- Work order
Your answer should hold exactly the lines from the line containing "Write the network" through the end of the entries that follow.

- Collected data entries
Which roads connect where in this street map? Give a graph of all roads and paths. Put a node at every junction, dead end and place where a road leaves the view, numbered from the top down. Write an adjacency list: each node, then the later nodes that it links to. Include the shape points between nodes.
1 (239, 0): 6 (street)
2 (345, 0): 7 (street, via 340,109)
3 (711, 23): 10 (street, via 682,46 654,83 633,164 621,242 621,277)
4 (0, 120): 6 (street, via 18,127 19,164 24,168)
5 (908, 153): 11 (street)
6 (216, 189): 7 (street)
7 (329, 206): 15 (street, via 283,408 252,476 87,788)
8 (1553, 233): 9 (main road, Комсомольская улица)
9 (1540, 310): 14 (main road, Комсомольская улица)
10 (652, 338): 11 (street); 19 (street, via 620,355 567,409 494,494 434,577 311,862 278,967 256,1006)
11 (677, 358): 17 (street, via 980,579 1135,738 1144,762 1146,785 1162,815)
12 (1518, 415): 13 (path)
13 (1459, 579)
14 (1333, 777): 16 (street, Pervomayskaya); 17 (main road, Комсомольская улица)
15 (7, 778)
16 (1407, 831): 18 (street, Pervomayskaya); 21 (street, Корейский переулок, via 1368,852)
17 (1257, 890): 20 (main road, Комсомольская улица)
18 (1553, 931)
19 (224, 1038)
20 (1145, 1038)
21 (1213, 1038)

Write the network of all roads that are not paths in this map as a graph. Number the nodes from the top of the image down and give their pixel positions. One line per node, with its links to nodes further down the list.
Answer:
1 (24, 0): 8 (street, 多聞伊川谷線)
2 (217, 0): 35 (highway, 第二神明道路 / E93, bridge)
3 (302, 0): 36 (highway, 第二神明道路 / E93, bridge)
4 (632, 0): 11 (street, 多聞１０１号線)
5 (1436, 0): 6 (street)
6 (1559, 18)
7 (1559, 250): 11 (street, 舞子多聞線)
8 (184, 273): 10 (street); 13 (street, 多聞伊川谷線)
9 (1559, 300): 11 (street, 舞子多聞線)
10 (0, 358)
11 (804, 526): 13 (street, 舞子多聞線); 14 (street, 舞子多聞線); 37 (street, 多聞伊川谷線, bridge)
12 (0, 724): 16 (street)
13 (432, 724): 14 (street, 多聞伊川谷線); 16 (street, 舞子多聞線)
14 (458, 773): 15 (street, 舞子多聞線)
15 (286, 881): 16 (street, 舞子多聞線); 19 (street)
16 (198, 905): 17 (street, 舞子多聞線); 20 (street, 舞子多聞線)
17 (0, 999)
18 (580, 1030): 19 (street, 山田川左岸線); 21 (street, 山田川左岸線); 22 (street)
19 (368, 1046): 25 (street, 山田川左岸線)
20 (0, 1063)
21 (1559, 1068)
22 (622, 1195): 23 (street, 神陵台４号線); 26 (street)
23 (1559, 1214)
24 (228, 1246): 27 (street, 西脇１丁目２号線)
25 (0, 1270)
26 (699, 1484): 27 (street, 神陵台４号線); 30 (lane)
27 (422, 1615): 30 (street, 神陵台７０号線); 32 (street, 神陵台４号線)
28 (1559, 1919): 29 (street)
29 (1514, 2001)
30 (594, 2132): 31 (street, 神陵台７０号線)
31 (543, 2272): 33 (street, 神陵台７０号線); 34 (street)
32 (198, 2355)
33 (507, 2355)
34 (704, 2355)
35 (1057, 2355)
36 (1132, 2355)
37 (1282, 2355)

- Solution to the problem
Write the network of all roads that are not paths in this map as a graph. Number the nodes from the top of the image down and give their pixel positions. One line per node, with its links to nodes further down the list.
Answer:
1 (24, 0): 8 (street, 多聞伊川谷線)
2 (217, 0): 35 (highway, 第二神明道路 / E93, bridge)
3 (302, 0): 36 (highway, 第二神明道路 / E93, bridge)
4 (632, 0): 11 (street, 多聞１０１号線)
5 (1436, 0): 6 (street)
6 (1559, 18)
7 (1559, 250): 11 (street, 舞子多聞線)
8 (184, 273): 10 (street); 13 (street, 多聞伊川谷線)
9 (1559, 300): 11 (street, 舞子多聞線)
10 (0, 358)
11 (804, 526): 13 (street, 舞子多聞線); 14 (street, 舞子多聞線); 37 (street, 多聞伊川谷線, bridge)
12 (0, 724): 16 (street)
13 (432, 724): 14 (street, 多聞伊川谷線); 16 (street, 舞子多聞線)
14 (458, 773): 15 (street, 舞子多聞線)
15 (286, 881): 16 (street, 舞子多聞線); 19 (street)
16 (198, 905): 17 (street, 舞子多聞線); 20 (street, 舞子多聞線)
17 (0, 999)
18 (580, 1030): 19 (street, 山田川左岸線); 21 (street, 山田川左岸線); 22 (street)
19 (368, 1046): 25 (street, 山田川左岸線)
20 (0, 1063)
21 (1559, 1068)
22 (622, 1195): 23 (street, 神陵台４号線); 26 (street)
23 (1559, 1214)
24 (228, 1246): 27 (street, 西脇１丁目２号線)
25 (0, 1270)
26 (699, 1484): 27 (street, 神陵台４号線); 30 (lane)
27 (422, 1615): 30 (street, 神陵台７０号線); 32 (street, 神陵台４号線)
28 (1559, 1919): 29 (street)
29 (1514, 2001)
30 (594, 2132): 31 (street, 神陵台７０号線)
31 (543, 2272): 33 (street, 神陵台７０号線); 34 (street)
32 (198, 2355)
33 (507, 2355)
34 (704, 2355)
35 (1057, 2355)
36 (1132, 2355)
37 (1282, 2355)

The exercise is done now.